Sure, we can talk about customers selling products like wind turbines and heat exchangers, or we can visualize environmental impact in various forms. But it doesn’t change the fact that most manufactured goods will have a substantial negative impact on CO2-equivenent emissions. Just knowing how big this impact is will not make that big of a difference.

In our presentation last week in Vienna we talked about changes in the heavy vehicle industry and how the configurator can help sales build valid business cases with radically better sustainability. We need to get emissions to net zero within one or two decades and this requires a shift in technology. CPQ can be a very good catalyst in this process.
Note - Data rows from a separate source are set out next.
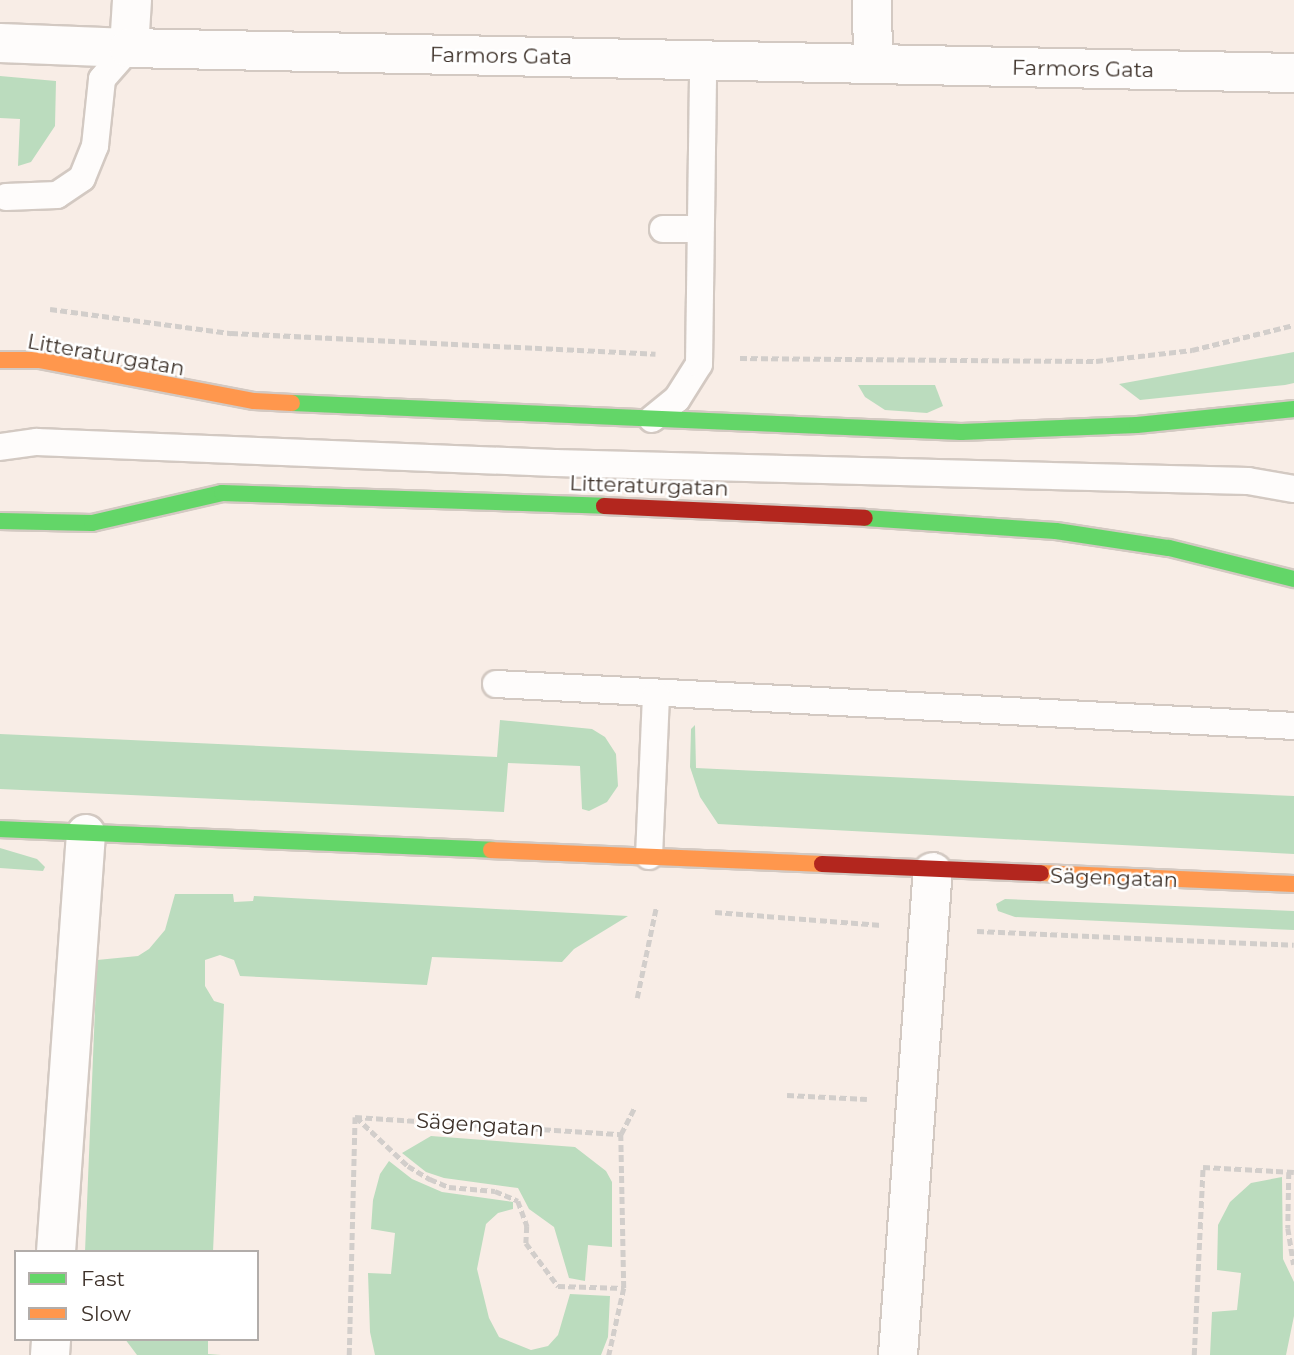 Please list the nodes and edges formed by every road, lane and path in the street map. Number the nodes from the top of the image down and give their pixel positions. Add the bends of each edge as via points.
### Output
1 (132, 0) edge
2 (872, 0) edge
3 (0, 43) edge
4 (129, 48) junction
5 (703, 60) junction
6 (873, 64) junction
7 (1294, 73) edge
8 (6, 197) dead end
9 (663, 229) dead end
10 (700, 229) junction
11 (0, 360) edge
12 (1294, 409) edge
13 (652, 419) junction
14 (0, 447) edge
15 (1294, 489) edge
16 (0, 521) edge
17 (1294, 579) edge
18 (496, 684) dead end
19 (656, 695) junction
20 (1294, 726) edge
21 (0, 830) edge
22 (86, 834) junction
23 (649, 856) junction
24 (933, 872) junction
25 (1294, 884) edge
26 (642, 907) dead end
27 (656, 908) junction
28 (670, 909) dead end
29 (711, 912) dead end
30 (929, 929) junction
31 (1294, 945) edge
32 (638, 998) dead end
33 (787, 1095) dead end
34 (917, 1101) junction
35 (634, 1108) dead end
36 (355, 1117) junction
37 (621, 1134) junction
38 (1291, 1172) edge
39 (56, 1250) edge
40 (1294, 1265) edge
41 (624, 1288) junction
42 (349, 1355) edge
43 (608, 1355) edge
44 (898, 1355) edge
45 (1194, 1355) edge

1 - 4 street
2 - 6 street
3 - 4 street, Farmors Gata
4 - 5 street, Farmors Gata
4 - 8 lane via 102,79 95,146 82,178 57,195
5 - 6 street, Farmors Gata
5 - 10 lane
6 - 7 street, Farmors Gata
9 - 10 lane
10 - 13 lane via 699,364 677,399
11 - 13 street, Litteraturgatan via 39,360 254,401
12 - 13 street, Litteraturgatan via 1137,425 961,432
14 - 15 lane via 37,442 380,457 1248,481
16 - 17 street, Litteraturgatan via 92,523 222,493 758,511 1056,531 1169,548
18 - 19 lane
19 - 20 lane
19 - 23 lane
21 - 22 street, Sägengatan
22 - 23 street, Sägengatan
22 - 39 street
23 - 24 street, Sägengatan
24 - 25 street, Sägengatan
24 - 30 street
26 - 27 path
27 - 28 path
27 - 32 path
29 - 30 path
30 - 31 path
30 - 34 street
33 - 34 path
34 - 44 street
35 - 37 path
36 - 37 path, Sägengatan
36 - 41 path via 408,1166 430,1179 449,1187 495,1191 518,1201 527,1226 526,1243 558,1286
36 - 42 path
37 - 41 path
38 - 40 path via 1288,1228
38 - 45 path via 1203,1167
41 - 43 path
Bill Gates talks about Green Premiums in his book “How to avoid a climate disaster”. This explains what it means: “This is an example of a Green Premium: The average retail price for a gallon of jet fuel in the United States over the past few years has been around $2.22, while advanced biofuels for jets cost around $5.35 per gallon. The Green Premium is the difference between the two, which is $3.13, or an increase of more than 140 percent.” If prices for biofuels come down to $2.22 there is no Green Premium and the shift will happen just based on a good business case. Once we use advanced biofuels, or electro fuels, aviation would be CO2 neutral – assuming the biofuels are produced with sustainable energy.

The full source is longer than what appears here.